##### Data under study #####
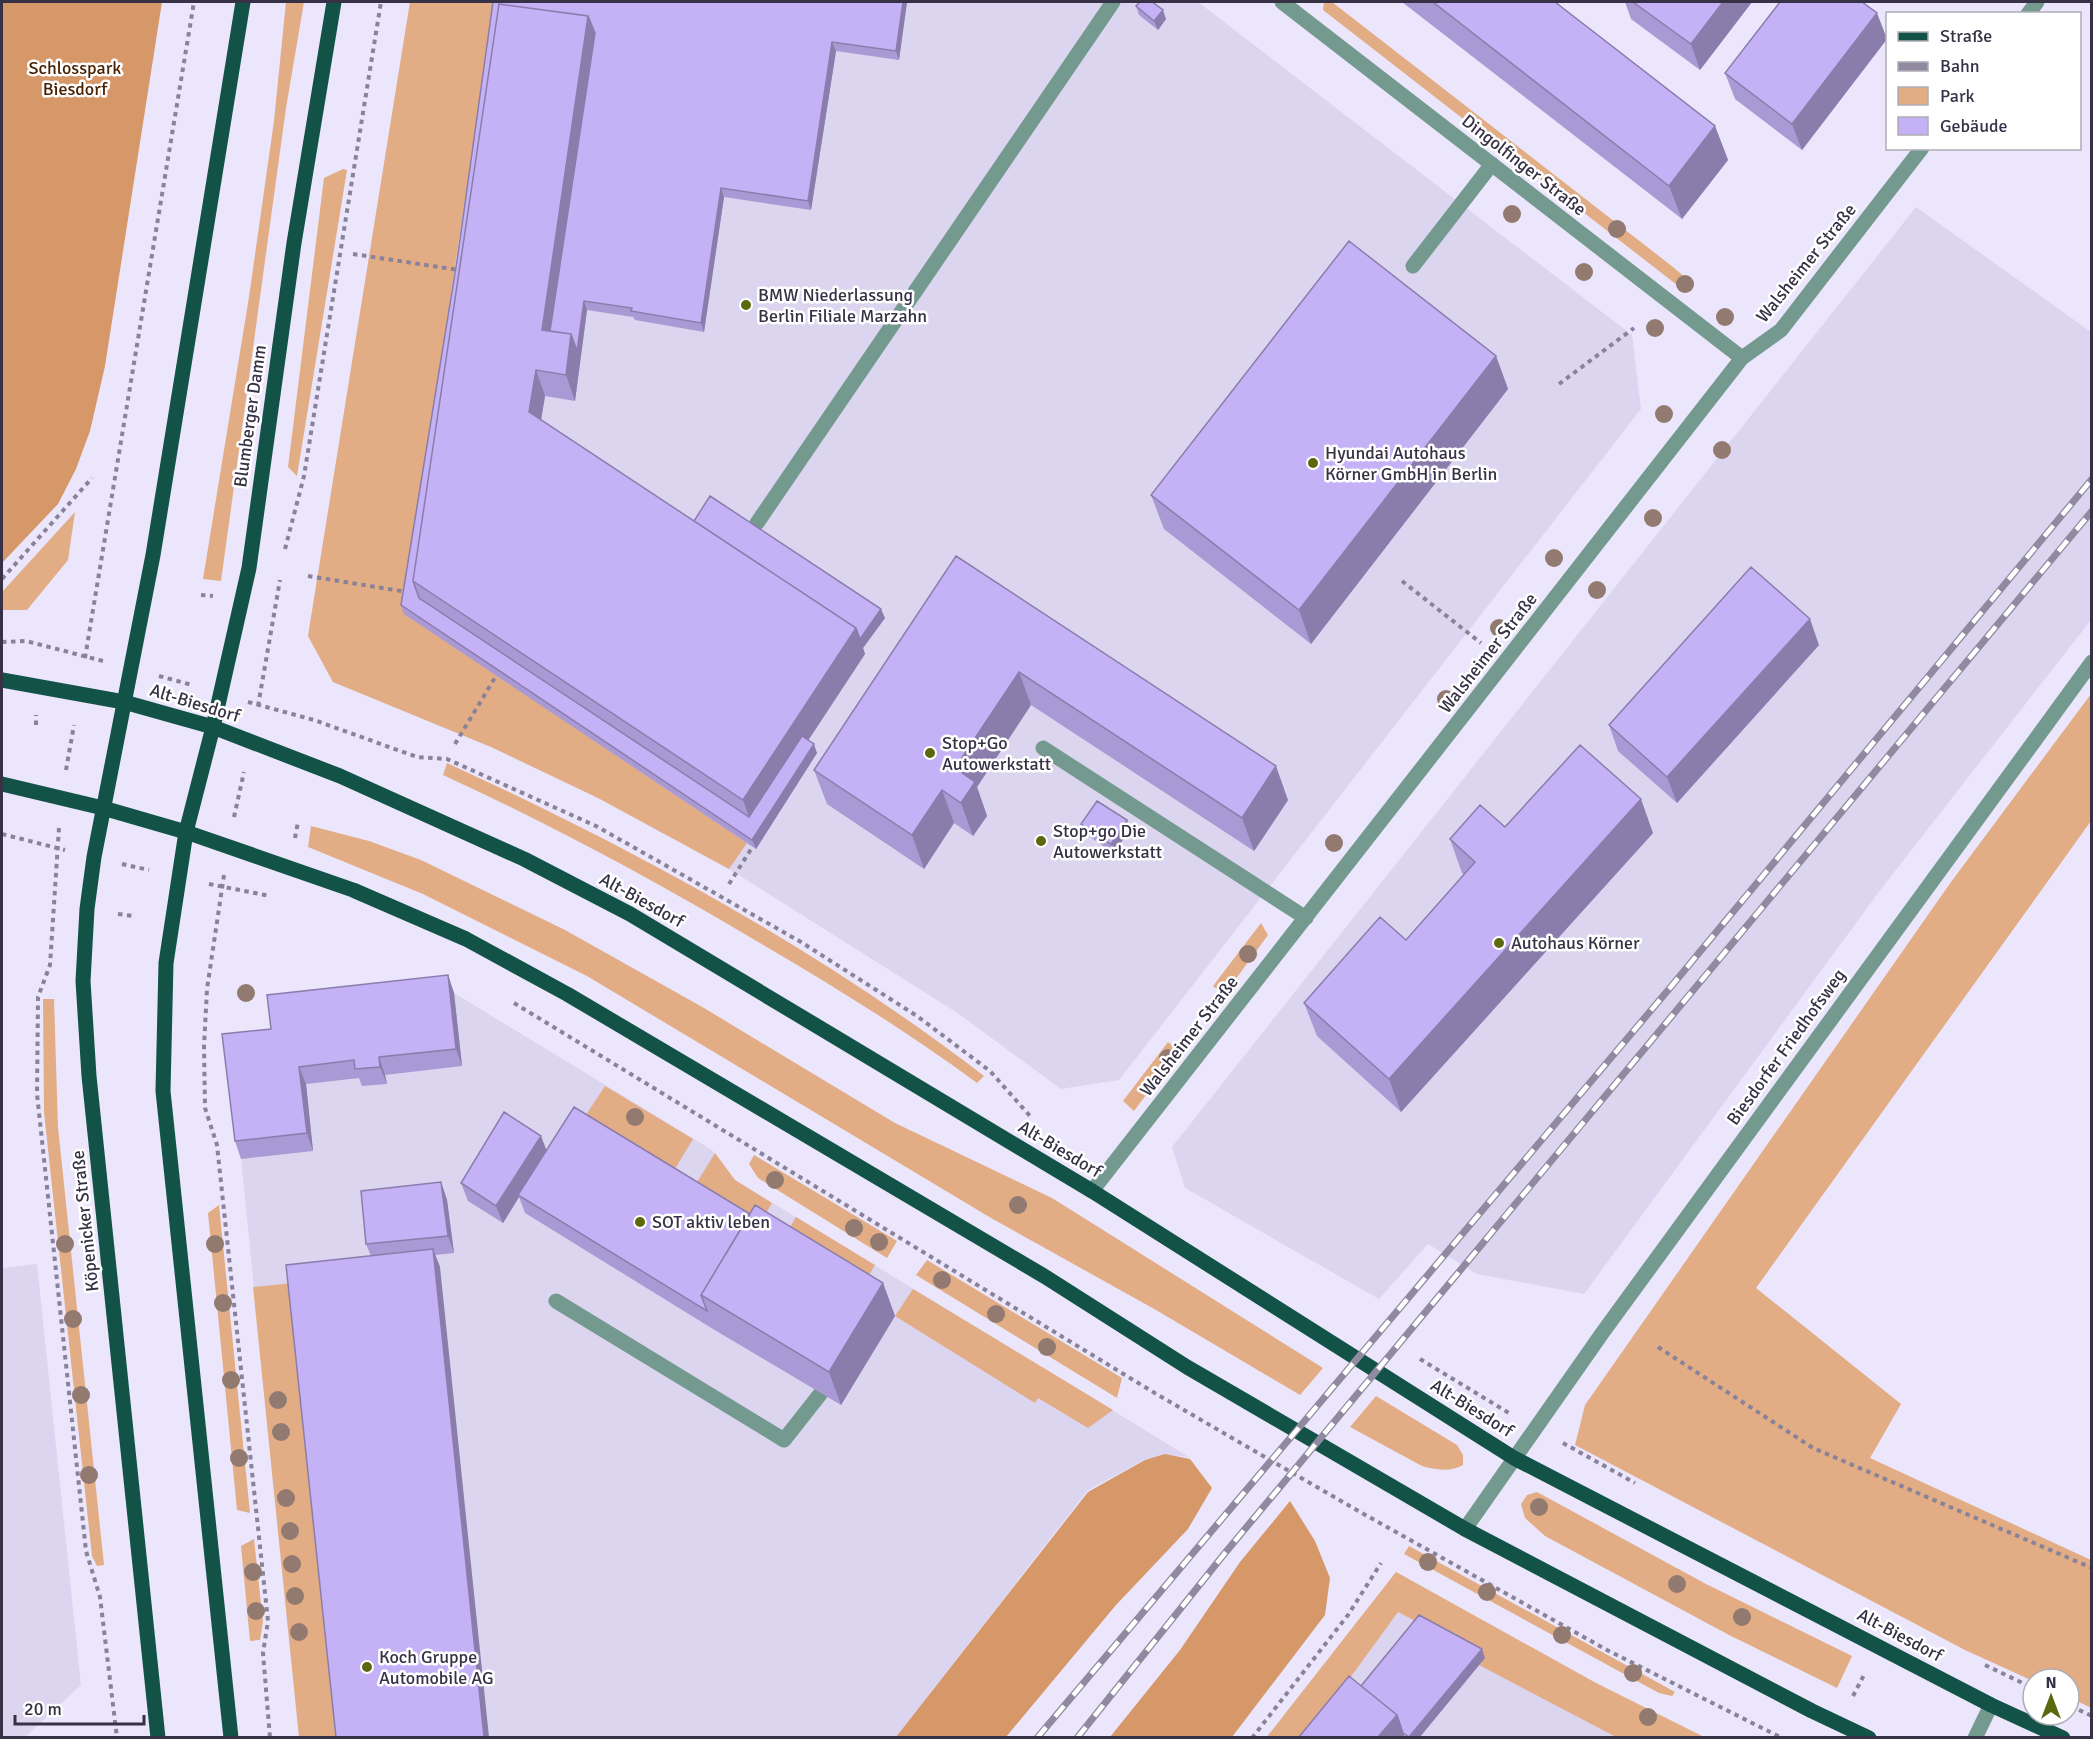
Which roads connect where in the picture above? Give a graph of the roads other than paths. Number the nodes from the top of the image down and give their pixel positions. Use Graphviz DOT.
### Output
graph roads {
  1 [pos="243,2"];
  2 [pos="334,2"];
  3 [pos="1113,2"];
  4 [pos="1286,2"];
  5 [pos="1920,150"];
  6 [pos="1492,164"];
  7 [pos="1413,266"];
  8 [pos="1743,358"];
  9 [pos="757,523"];
  10 [pos="2091,662"];
  11 [pos="2,680"];
  12 [pos="124,702"];
  13 [pos="213,728"];
  14 [pos="1042,748"];
  15 [pos="2,784"];
  16 [pos="103,808"];
  17 [pos="186,832"];
  18 [pos="1306,918"];
  19 [pos="1092,1191"];
  20 [pos="556,1301"];
  21 [pos="821,1393"];
  22 [pos="1514,1458"];
  23 [pos="1465,1528"];
  24 [pos="1991,1705"];
  25 [pos="158,1737"];
  26 [pos="231,1737"];
  27 [pos="1869,1737"];
  28 [pos="1975,1737"];
  29 [pos="2063,1737"];
  1 -- 12 [label="main road"];
  2 -- 13 [label="main road, Blumberger Damm"];
  3 -- 9 [label="street"];
  4 -- 6 [label="street, Dingolfinger Straße"];
  5 -- 8 [label="street, Walsheimer Straße"];
  6 -- 7 [label="street"];
  6 -- 8 [label="street, Dingolfinger Straße"];
  8 -- 18 [label="street, Walsheimer Straße"];
  10 -- 22 [label="street, Biesdorfer Friedhofsweg"];
  11 -- 12 [label="main road, Alt-Biesdorf"];
  12 -- 13 [label="main road, Alt-Biesdorf"];
  12 -- 16 [label="main road, Köpenicker Straße"];
  13 -- 17 [label="main road, Blumberger Damm"];
  13 -- 19 [label="main road, Alt-Biesdorf"];
  14 -- 18 [label="street"];
  15 -- 16 [label="main road"];
  16 -- 17 [label="main road"];
  16 -- 25 [label="main road, Köpenicker Straße"];
  17 -- 23 [label="main road"];
  17 -- 26 [label="main road"];
  18 -- 19 [label="street, Walsheimer Straße"];
  19 -- 22 [label="main road, Alt-Biesdorf"];
  20 -- 21 [label="street"];
  22 -- 23 [label="street, Biesdorfer Friedhofsweg"];
  22 -- 24 [label="main road, Alt-Biesdorf"];
  23 -- 27 [label="main road"];
  24 -- 28 [label="street"];
  24 -- 29 [label="main road, Alt-Biesdorf"];
}
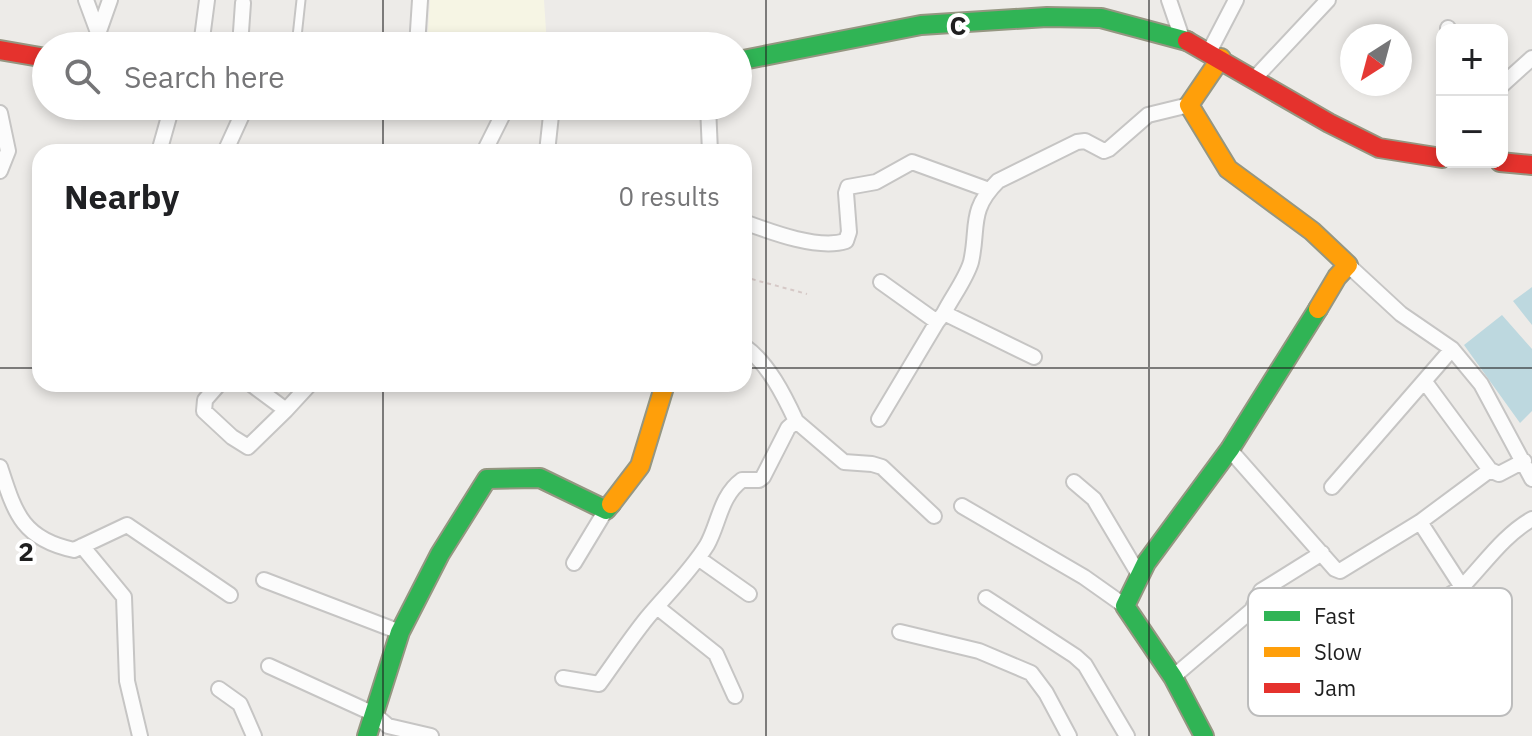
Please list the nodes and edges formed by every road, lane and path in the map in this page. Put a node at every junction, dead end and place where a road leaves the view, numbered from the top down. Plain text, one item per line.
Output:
1 (86, 0) edge
2 (110, 0) edge
3 (207, 0) edge
4 (301, 0) edge
5 (420, 0) edge
6 (1169, 0) edge
7 (1236, 0) edge
8 (1328, 0) edge
9 (243, 3) dead end
10 (97, 32) edge
11 (102, 32) edge
12 (203, 32) edge
13 (241, 32) edge
14 (298, 32) edge
15 (418, 32) edge
16 (1182, 38) junction
17 (0, 50) edge
18 (1215, 55) junction
19 (32, 56) edge
20 (752, 58) edge
21 (1532, 58) edge
22 (1254, 79) junction
23 (1508, 80) edge
24 (1189, 105) junction
25 (0, 113) edge
26 (168, 120) edge
27 (240, 120) edge
28 (500, 120) edge
29 (550, 120) edge
30 (709, 120) edge
31 (161, 144) edge
32 (229, 144) edge
33 (488, 144) edge
34 (548, 144) edge
35 (710, 144) edge
36 (1436, 157) edge
37 (1508, 163) edge
38 (1532, 165) edge
39 (0, 171) edge
40 (989, 190) junction
41 (752, 224) edge
42 (1348, 265) junction
43 (752, 279) edge
44 (881, 282) dead end
45 (807, 294) dead end
46 (940, 317) junction
47 (1452, 349) junction
48 (752, 352) edge
49 (1034, 357) dead end
50 (1425, 382) junction
51 (212, 392) edge
52 (262, 392) edge
53 (303, 392) edge
54 (663, 392) edge
55 (286, 410) junction
56 (879, 419) dead end
57 (796, 421) junction
58 (1230, 450) junction
59 (1524, 461) junction
60 (0, 467) edge
61 (1490, 470) junction
62 (1532, 479) edge
63 (1074, 482) dead end
64 (1332, 487) dead end
65 (962, 506) dead end
66 (606, 510) junction
67 (934, 516) dead end
68 (1532, 519) edge
69 (1420, 522) junction
70 (82, 546) junction
71 (1322, 553) junction
72 (698, 558) junction
73 (574, 563) dead end
74 (1138, 573) junction
75 (264, 580) dead end
76 (1462, 587) joint
77 (1266, 588) edge
78 (749, 594) dead end
79 (230, 595) dead end
80 (986, 598) dead end
81 (1125, 606) junction
82 (657, 607) junction
83 (1248, 613) edge
84 (400, 632) junction
85 (900, 632) dead end
86 (269, 666) dead end
87 (1173, 677) junction
88 (563, 678) dead end
89 (219, 689) dead end
90 (735, 696) dead end
91 (374, 714) junction
92 (1199, 735) edge
93 (140, 736) edge
94 (254, 736) edge
95 (367, 736) edge
96 (431, 736) edge
97 (1069, 736) edge
98 (1127, 736) edge

1 - 10 street
2 - 11 street
3 - 12 street
4 - 14 lane
5 - 15 street
6 - 16 street
7 - 18 street
8 - 22 street
9 - 13 street
16 - 18 street
16 - 20 street
17 - 19 street
18 - 22 street
18 - 24 street
21 - 23 street
22 - 36 street
24 - 40 street
24 - 42 street
25 - 39 street
26 - 31 street
27 - 32 street
28 - 33 street
29 - 34 street
30 - 35 street
37 - 38 street
40 - 41 street
40 - 46 street
42 - 47 street
42 - 58 street
43 - 45 path
44 - 46 street
46 - 49 street
46 - 56 street
47 - 50 street
47 - 59 street
48 - 57 street
50 - 61 street
50 - 64 street
51 - 55 street
52 - 55 street
53 - 55 street
54 - 66 street
57 - 67 street
57 - 72 street
58 - 71 street
58 - 74 street
59 - 61 street
59 - 62 street
60 - 70 street
61 - 69 street
63 - 74 street
65 - 81 street
66 - 73 street
66 - 84 street
68 - 76 street
69 - 71 street
69 - 76 street
70 - 79 street
70 - 93 street
71 - 77 street
72 - 78 street
72 - 82 street
74 - 81 street
75 - 84 street
80 - 98 street
81 - 87 street
82 - 88 street
82 - 90 street
83 - 87 street
84 - 91 street
85 - 97 street
86 - 91 street
87 - 92 street
89 - 94 street
91 - 95 street
91 - 96 street

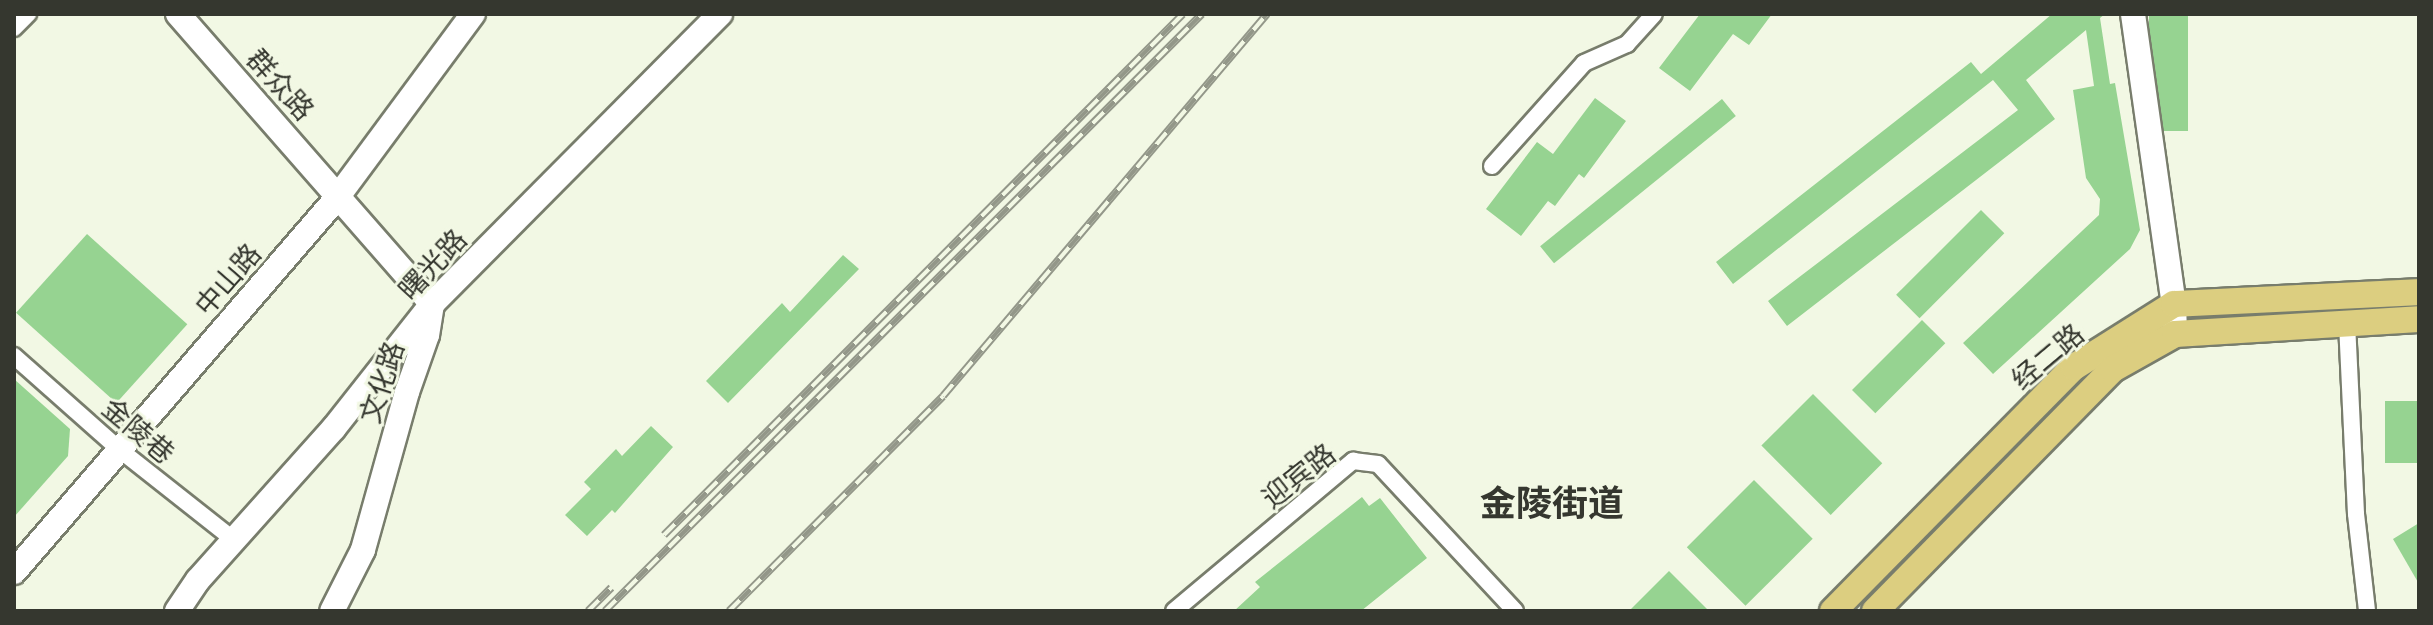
#####
*What the exercise asks*: The word "where" appears in some lines above. Return every one of those lines.

*Completed exercise*:
Which roads connect where in the picture above? Give a graph of the roads other than paths. Number the nodes from the top of the image down and give their pixel positions. Use Graphviz DOT.
Please list the nodes and edges formed by every road, lane and path in the map in this page. Put a node at every junction, dead end and place where a road leaves the view, numbered from the top down. Plain text, one item per line.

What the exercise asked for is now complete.